Question

Sitting in a second-story apartment, a physicist notices a ball moving straight upward just outside her window. The ball is visible for 0.24 s as it moves a distance of 1.18 m from the bottom to the top of the window.How long does it take before the ball reappears?What is the greatest height of the ball above the top of the window?

Answer 1

Using the second equation of motion which is,

y=ut+0.5at²

Where y is the displacement, a is the acceleration and t is the time taken

and u is the initial velocity, which is not given in this problem

So,

1.18=u(0.24)+[0.5*-9.81*0.24²]

u=6.094 m/s

To determine when the ball reappears at the top of the window, use V = Vo + at

0=6.094-9.81t

t=0.62 seconds

It takes 0.62s to drop from the trajectory peak (zero motion) to the bottom of the window.
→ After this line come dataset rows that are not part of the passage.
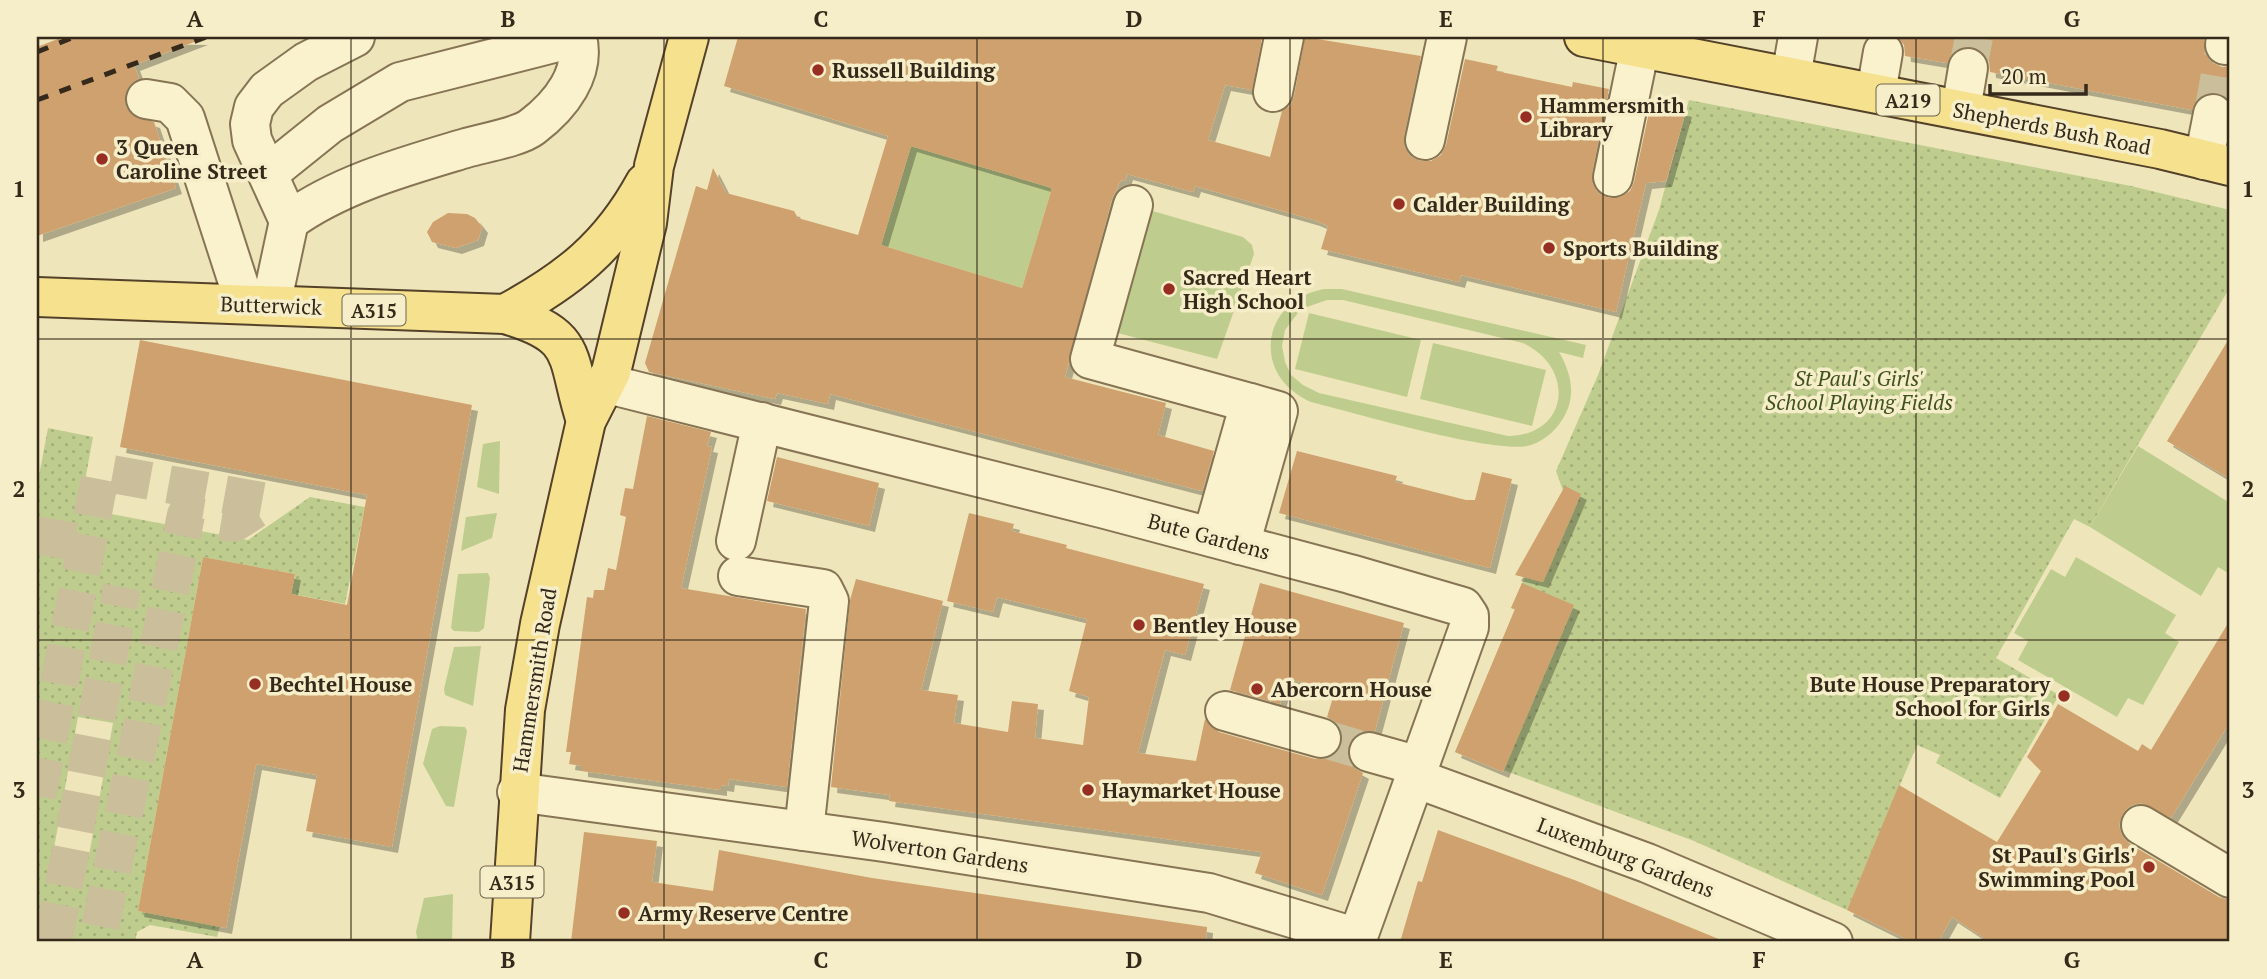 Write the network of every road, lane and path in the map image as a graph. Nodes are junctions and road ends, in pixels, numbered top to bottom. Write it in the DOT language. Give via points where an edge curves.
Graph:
graph roads {
  1 [pos="355,37"];
  2 [pos="577,37"];
  3 [pos="1284,37"];
  4 [pos="1447,37"];
  5 [pos="1584,37"];
  6 [pos="1798,37"];
  7 [pos="680,42"];
  8 [pos="1641,42"];
  9 [pos="1884,52"];
  10 [pos="1968,68"];
  11 [pos="1791,77"];
  12 [pos="1273,92"];
  13 [pos="1876,93"];
  14 [pos="146,99"];
  15 [pos="1961,110"];
  16 [pos="2213,114"];
  17 [pos="1424,139"];
  18 [pos="2217,163"];
  19 [pos="654,166"];
  20 [pos="269,173"];
  21 [pos="1613,177"];
  22 [pos="1133,205"];
  23 [pos="289,221"];
  24 [pos="37,297"];
  25 [pos="258,305"];
  26 [pos="505,314"];
  27 [pos="608,384"];
  28 [pos="586,421"];
  29 [pos="762,422"];
  30 [pos="1226,541"];
  31 [pos="1225,711"];
  32 [pos="1321,738"];
  33 [pos="1369,752"];
  34 [pos="1417,772"];
  35 [pos="517,792"];
  36 [pos="2141,825"];
  37 [pos="804,831"];
  38 [pos="2230,878"];
  39 [pos="1357,940"];
  40 [pos="510,942"];
  41 [pos="1833,942"];
  1 -- 20 [label="street" via="296,69 267,90 254,107 252,140"];
  2 -- 20 [label="street" via="400,82 330,124"];
  2 -- 23 [label="street" via="577,73 565,94 531,128 435,157 314,202"];
  3 -- 12 [label="street"];
  4 -- 17 [label="street"];
  5 -- 8 [label="main road, Shepherds Bush Road / A219"];
  6 -- 11 [label="street"];
  7 -- 19 [label="main road, Hammersmith Road / A315"];
  8 -- 11 [label="main road, Shepherds Bush Road / A219"];
  8 -- 21 [label="street"];
  9 -- 13 [label="street"];
  10 -- 15 [label="street"];
  11 -- 13 [label="main road, Shepherds Bush Road / A219"];
  13 -- 15 [label="main road, Shepherds Bush Road / A219"];
  14 -- 25 [label="street" via="170,103 185,118"];
  15 -- 18 [label="main road, Shepherds Bush Road / A219"];
  16 -- 18 [label="street"];
  19 -- 26 [label="main road, A315" via="606,242 558,284"];
  19 -- 27 [label="main road, Hammersmith Road / A315" via="647,223"];
  20 -- 23 [label="street"];
  22 -- 30 [label="street" via="1090,359 1250,403"];
  23 -- 25 [label="street"];
  24 -- 25 [label="main road, Butterwick / A315"];
  25 -- 26 [label="main road, Butterwick / A315"];
  26 -- 28 [label="main road, Hammersmith Road / A315" via="537,323 558,338 567,350"];
  27 -- 28 [label="main road, Hammersmith Road / A315"];
  27 -- 29 [label="street, Bute Gardens"];
  28 -- 35 [label="main road, Hammersmith Road / A315" via="524,710"];
  29 -- 30 [label="street, Bute Gardens"];
  29 -- 37 [label="street" via="737,559 822,589 829,601"];
  30 -- 34 [label="street, Bute Gardens" via="1463,607 1469,627"];
  31 -- 32 [label="street"];
  33 -- 34 [label="street, Luxemburg Gardens"];
  34 -- 39 [label="street, Bute Gardens"];
  34 -- 41 [label="street, Luxemburg Gardens"];
  35 -- 37 [label="street, Wolverton Gardens"];
  35 -- 40 [label="main road, Hammersmith Road / A315"];
  36 -- 38 [label="street"];
  37 -- 39 [label="street, Wolverton Gardens" via="1209,893"];
}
Subtract the travel time past the window 0.24s to find the travel time from peak to the top of the window.
0.62 - 0.24 = 0.35 s

So, from the time the ball passes the top of the window on the way up, to when it passes on the way down is
2 * 0.38

= 0.76 s

To find the height of the ball above the top of the window use

V² = u² + 2ay
We know everything except S, so plug in the known variables and solve for S, which will be the distance from window bottom to peak trajectory, which is where V = 0.

0 = 6.094² + 2(-9.81)S

S = 1.89 m

Subtrack the length of the window 1.18 from 1.89

= 0.71 m the height of the ball above the top of the window.